CAPE CANAVERAL, Fla. - NASA has cleared the shuttle Atlantis for liftoff this week on a long-delayed mission to deliver a European science lab to the international space station.
Space agency officials said Tuesday they are confident they've solved mechanical problems that have dogged the mission since December. However, weather prospects for Thursday afternoon's launch are poor: a forecast for rain offers just a 40 percent chance of favorable conditions.
Launch director Doug Lyons said the countdown was going well, and "we're hoping it will stay that way."
"We're all thinking that Thursday's the day regardless of what the weather guy might tell you," he said.
Atlantis should have carried up the European Space Agency's lab, called Columbus, in December. But the flight was grounded by erratic fuel gauges in the shuttle's external tank. The problem was traced to a faulty connector.
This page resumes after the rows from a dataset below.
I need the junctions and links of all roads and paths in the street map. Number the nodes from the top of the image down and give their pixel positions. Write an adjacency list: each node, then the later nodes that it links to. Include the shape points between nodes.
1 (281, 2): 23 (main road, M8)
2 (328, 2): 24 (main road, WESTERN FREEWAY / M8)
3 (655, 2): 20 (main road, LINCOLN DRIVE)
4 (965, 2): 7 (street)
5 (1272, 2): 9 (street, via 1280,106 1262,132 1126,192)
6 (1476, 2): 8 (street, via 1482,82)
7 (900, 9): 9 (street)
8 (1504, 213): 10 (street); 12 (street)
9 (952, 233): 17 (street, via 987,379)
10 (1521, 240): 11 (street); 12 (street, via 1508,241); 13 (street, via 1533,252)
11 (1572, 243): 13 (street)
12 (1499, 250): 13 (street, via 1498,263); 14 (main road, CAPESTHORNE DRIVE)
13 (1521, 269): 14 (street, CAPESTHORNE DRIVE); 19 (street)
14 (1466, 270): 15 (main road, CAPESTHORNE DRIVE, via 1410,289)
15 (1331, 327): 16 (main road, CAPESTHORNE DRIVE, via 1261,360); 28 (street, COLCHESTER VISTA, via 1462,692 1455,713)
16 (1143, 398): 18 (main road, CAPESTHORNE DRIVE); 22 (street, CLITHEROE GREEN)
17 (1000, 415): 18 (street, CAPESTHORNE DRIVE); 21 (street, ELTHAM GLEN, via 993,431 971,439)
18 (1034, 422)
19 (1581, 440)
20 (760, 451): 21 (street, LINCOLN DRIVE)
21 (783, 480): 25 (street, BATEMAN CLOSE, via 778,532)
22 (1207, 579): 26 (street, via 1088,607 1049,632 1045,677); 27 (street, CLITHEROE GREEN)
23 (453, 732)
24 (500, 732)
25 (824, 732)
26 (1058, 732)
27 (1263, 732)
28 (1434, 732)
Then just last week, a bent radiator hose posed a new problem. It was straightened, but engineers suspect the hose will bunch up again at the end of the 11-day flight. Most likely, astronauts could work around that.
The worst that could happen would be for the hose to burst and lose all its Freon, leaving Atlantis with just one good working coolant loop instead of two. That would require the shuttle to return quickly to Earth, said LeRoy Cain, chairman of the mission management team.
Some 300 Europeans will return to the launch site Thursday in hopes of seeing their space lab finally blast into orbit -- after back-to-back disappointing mission scrubs in early December.
In the works for two decades, the $2 billion Columbus lab has endured many setbacks: space station design changes in the 1980s, delays by the shuttle and Russian station module in the 1990s, and the Columbia disaster in 2003 when seven astronauts died and all NASA missions were on hold until 2005.
After all that, two more months of waiting isn't so bad, observed Alan Thirkettle, the European Space Agency's station program manager.
"We've indeed waited a long time for this launch, and it's just going to make it all the better when it gets up there and it works," he said.
It will take a few weeks to determine the lab is in good shape and a few more weeks before science data start flowing, Thirkettle said.
Columbus, a 23-foot compartment, will join the U.S. Destiny lab at the space station. The even bigger Japanese lab, Kibo, will follow in sections, beginning with next month's shuttle launch.